Friday, January 21, 2011

Buddy Scott & Big Daddy Kinsey Sang Real Deal Blues

Here is a vintage review of albums by Bid Daddy Kinsey and Buddy Scott, who may not be household names, but produced some solid work. I note my comments in the review about Verve issuing this material which was not stuff that would have been the most commercial type of recording to market as ‘blues.’ Scott died not long after his CD was released, while Kinsey (who died in 2001) had a subsequent album on Verve. Thankfully they viewed things in other than strictly commercial terms. My review originally appeared in the August 1994 Jazz & Blues Report (Issue 190) when it was still a print publication in Cleveland. Amazon shows the releases below available from other sellers.

Two releases, Buddy Scott’s Bad Avenue and Big Daddy Kinsey’s I Am the Blues, are companions on Verve to Joe Louis Walker’s Blues Survivor. They are both more traditionally oriented than Walker’s album, and Verve’s release of these albums indicates that Verve is not intending to market rock records as contemporary blues. Neither Buddy Scott or Big Daddy Kinsey are household names, nor are they guitar heroes. These are both solid Chicago blues artists who were reared on the music of Sonny Boy Williamson and Muddy Waters, and deliver renditions of the classic blues in a classic Chicago blues fashion.


Verve’s release of Buddy Scott’s Bad Avenue is particularly interesting since Scott is a Chicago club singer who has made few recordings, the most notable ones being as Scotty and the Rib Tips as part of Alligator’s Living Chicago Blues series. The music here is a bit less soul-influenced here than the Alligator recordings. Renditions of Merle Haggard’s Today I Started Loving You Again and Sam Cooke’s Bring It On Home To Me (using the same melody as Charles Brown’s I Want to Go Home), involve a fair amount of testifying. The songs associated with Little Walter, My Babe and Blues With a Feeling, both feature some very fine harp from Billy Branch, and while neither Rock Me or Big Boss Man are particularly novel numbers, the choice of Wake Up Old Lady from the second Sonny Boy Williamson ( going back to an old English ballad), is a refreshing change of pace with the song rearranged as if Howlin’ Wolf was going to sing it, while the traditional Big Fat Woman incorporates B.B. King’s Please Love Me arrangement. In addition to a couple of originals from Scott, the album closes with the fine title track that was penned by the recently deceased Lefty Dizz. Scott is a strong, straightforward singer and effective guitarist although his rhythm guitarist Joe Moss takes the lead on Big Boss Man. In all, a very solid date.

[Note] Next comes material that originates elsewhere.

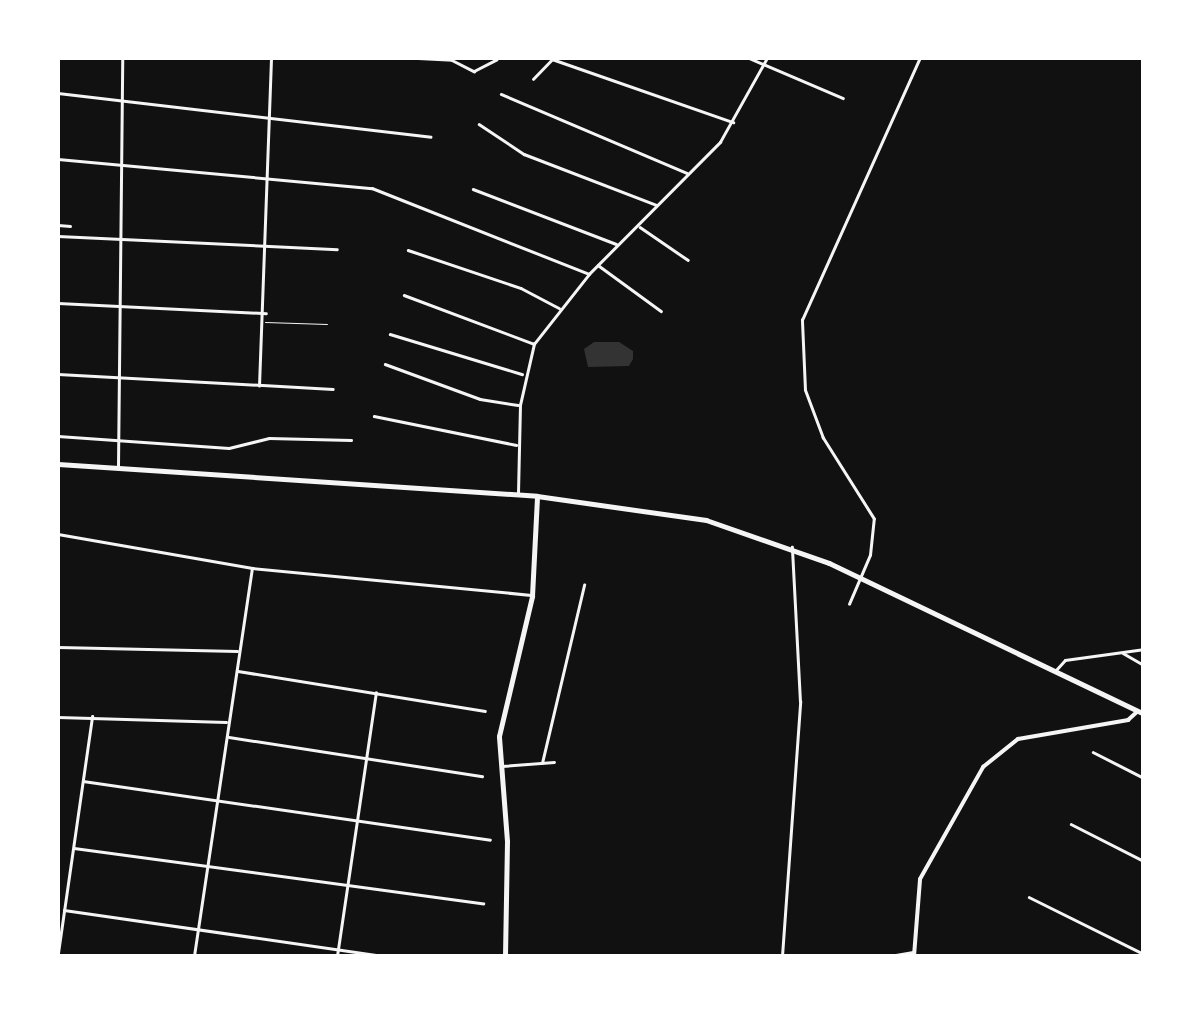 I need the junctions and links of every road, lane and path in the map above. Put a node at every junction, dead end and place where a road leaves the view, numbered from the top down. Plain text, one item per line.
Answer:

Lester ‘Big Daddy’ Kinsey may be familiar from albums on Rooster Blues and Blind Pig, and as the father of most of the members of the Kinsey Report. I Am the Blues is dedicated to Muddy Waters who is an obvious influence on Kinsey as a singer and as a guitarist. He is backed here by Buddy Guy on the title track and an all star cast including son Donald, Jimmy Rogers, James Cotton, Billy Branch, Pinetop Perkins, Lucky Peterson, Rico McFarland, Ray ‘Killer’ Allison, Calvin Jones and Willie ‘Big Eyes’ Smith. Included are several titles Waters had axed years ago including Walking Thru the Park (with an explosive Sugar Blue harmonica solo) , Mannish Boy and Got My Mojo Workin’, while renditions of Little Red Rooster, Don’t You Lie To Me and Nine Below Zero are done in similar form. Big Daddy Kinsey contributed three songs, the anti-drug song, Somebody’s Gonna Get Hooked Tonight, Good Mornin’ Mississippi, where he plays slide in a manner that recalls Muddy, and his tribute to the late Albert King, The Queen Without a King, with guitarists Donald Kinsey and Rico McFarland playing in an Albert King style. There is no great surprises here, just a strong session of Chicago blues. Incidentally, Kinsey has toured Europe with Pinetop, Jimmy Rogers, Calvin Jones, Willie Smith, Jerry Portnoy and Luther Johnson, Jr., as part of a Tribute to Muddy Waters, and there is a possibility that this group of artists will tour the US in the spring, 1994.


I do not recall my source of the review copies back in 1993-1994, as to whether it was from Jazz & Blues Report or from Verve directly.